Wasn't he trying to get a tryout somewhere in the Philipines or something? I can't remember.


----------



## RedHot&Rolling (Jun 26, 2004)

He lost his job(s) in the NBA because he wasn't responsible. He was late for practice and planes. He wasted his talents with pot & alcohol. He had talent on par with few NBA guards. But the brain - was the size of a Pea.

I loved him during the playoff run in 1998. He was awesome. I was actually disappointed in the Rider/Jackson for Smith trade. Unlike many players on the team now, he wasn't afraid of contact on the court. We broke up a really good team that year. Our guard core hasn't been the same quality since.

But I don't miss the headlines about cell phones, tardiness, pot, and so many others.


----------



## SheedSoNasty (Dec 31, 2002)

chevelle said:


> Hey Guys, I'm a long time lurker but a first time poster :sup:
> 
> I was a sophomore at Barlow High School when Fred Jones was a senior, and I remember JR was supposed to have a dunk contest at the Barlow Gym with Freddie the night he was caught for smoking pot out of a pepsi can... kinda funny, huh? Man, Freddie threw up some crazy dunks that night despite JR not showing up.
> 
> As a basketball player, I loved his game! Isaiah is a lot of what Portland needs right now. But as a person, I can't stand him and see him as a huge waste of talent.

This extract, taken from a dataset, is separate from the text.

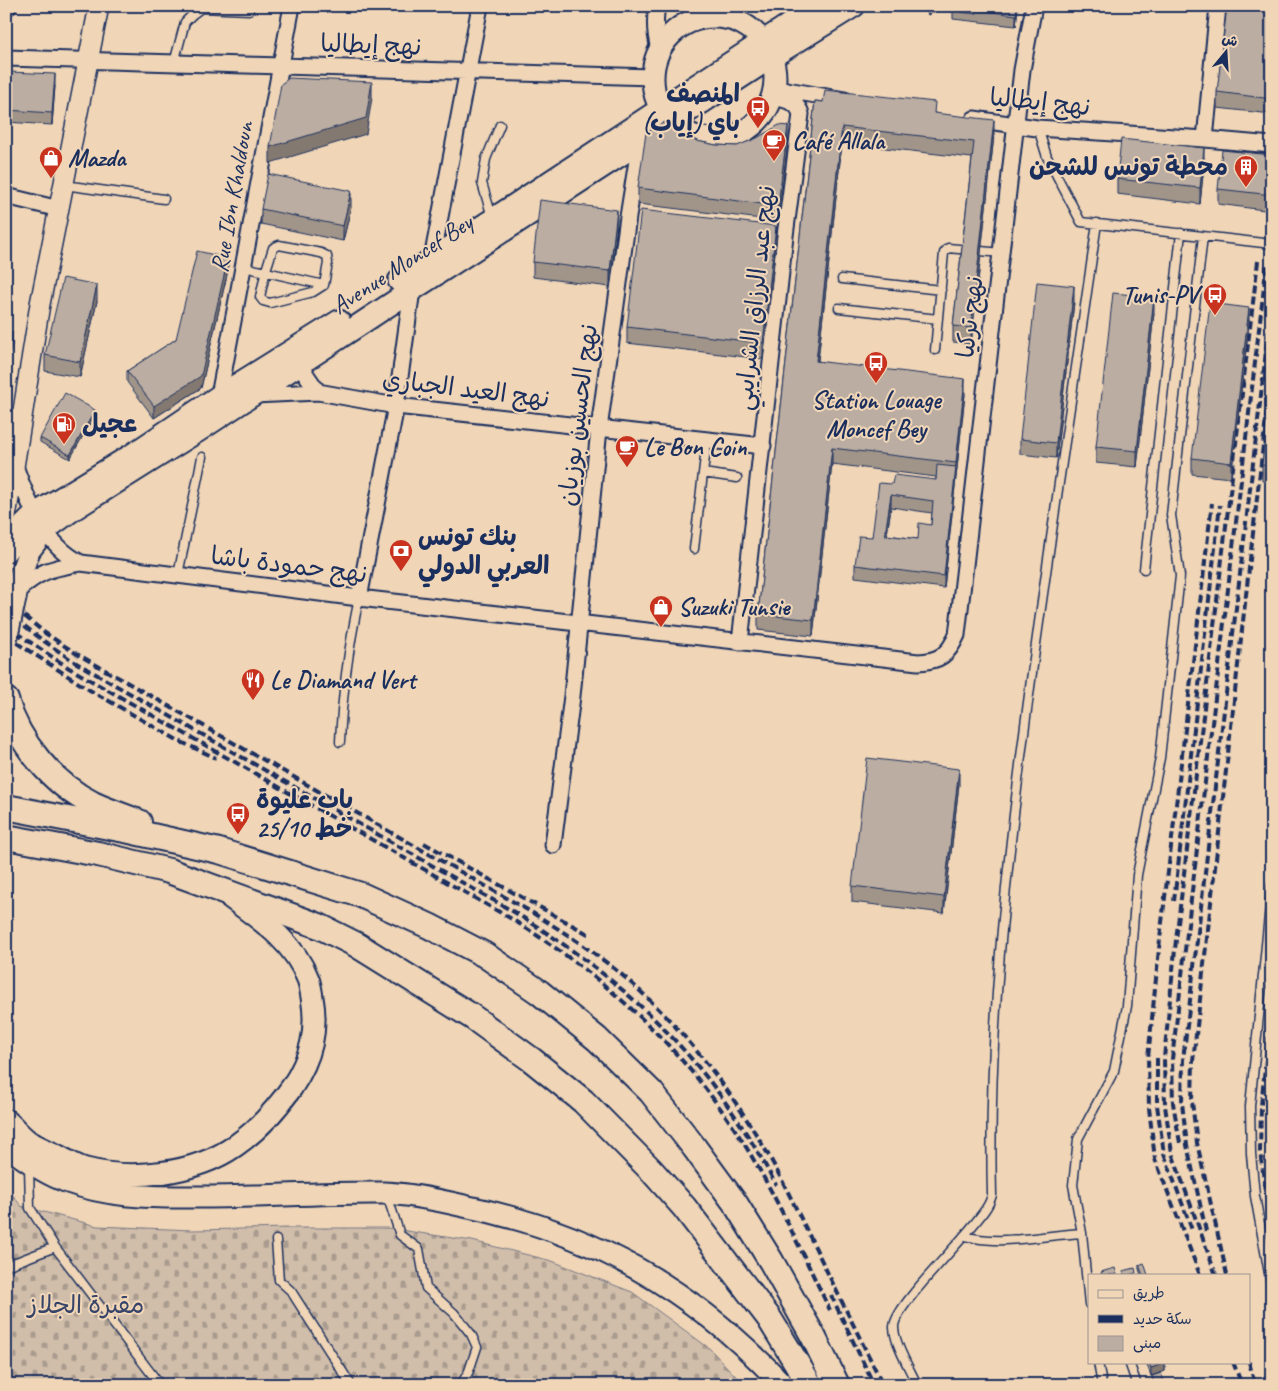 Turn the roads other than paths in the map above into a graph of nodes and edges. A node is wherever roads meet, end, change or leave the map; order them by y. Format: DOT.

Nice to see that we've added another poster!

Do you remember your sophomore year (my freshman) when Parkrose beat you guys by 1? I was there stormin' the floor after the game. Freddy was unreal, though.


----------



## Buck Williams (May 16, 2004)

ya rider smokein weed from a pop can and spitting on flight atendents


----------



## meru (Jul 2, 2003)

I have two memories of plays by JR Rider, both against the Lakers. In one, Kobe (who was still a rookie then, I think, or in his second year) was trying to guard Rider, and Rider just swept him out of the way like he wasn't there. It was like one smooth movement ending in a layup or dunk. Swuh-eet.

The other was that move he did round Shaq - Shaq was under the basket waiting to block the shot and Rider continued on under and did a reverse layup. Anyone remember what I'm talking about?

Anyone also remember the one shoe commercial Rider did, when he was still with the T-Wolves - where his face turns into some animated wolf (or something) and some old geezer janitor guy says "Nice game face Kid!"?

The one good thing about Rider was that I never worried when he went to the line at a crucial moment in the game. He was so spacey, it was like he didn't know he should be worrying. You could see from his eyes that he was miles away in happyland, and he invariably swished them.

The day his *** got shipped to Atlanta was, also, swuh-eet. The fact that we got Steve Smith in return was proof that Bob Whitsitt had mind-control powers over lesser mortals.


----------



## NateBishop3 (Jul 22, 2003)

I miss the lockout shortened season. That was probably one of my favorite teams. Not one superstar. Complete under dogs. Almost went all the way. 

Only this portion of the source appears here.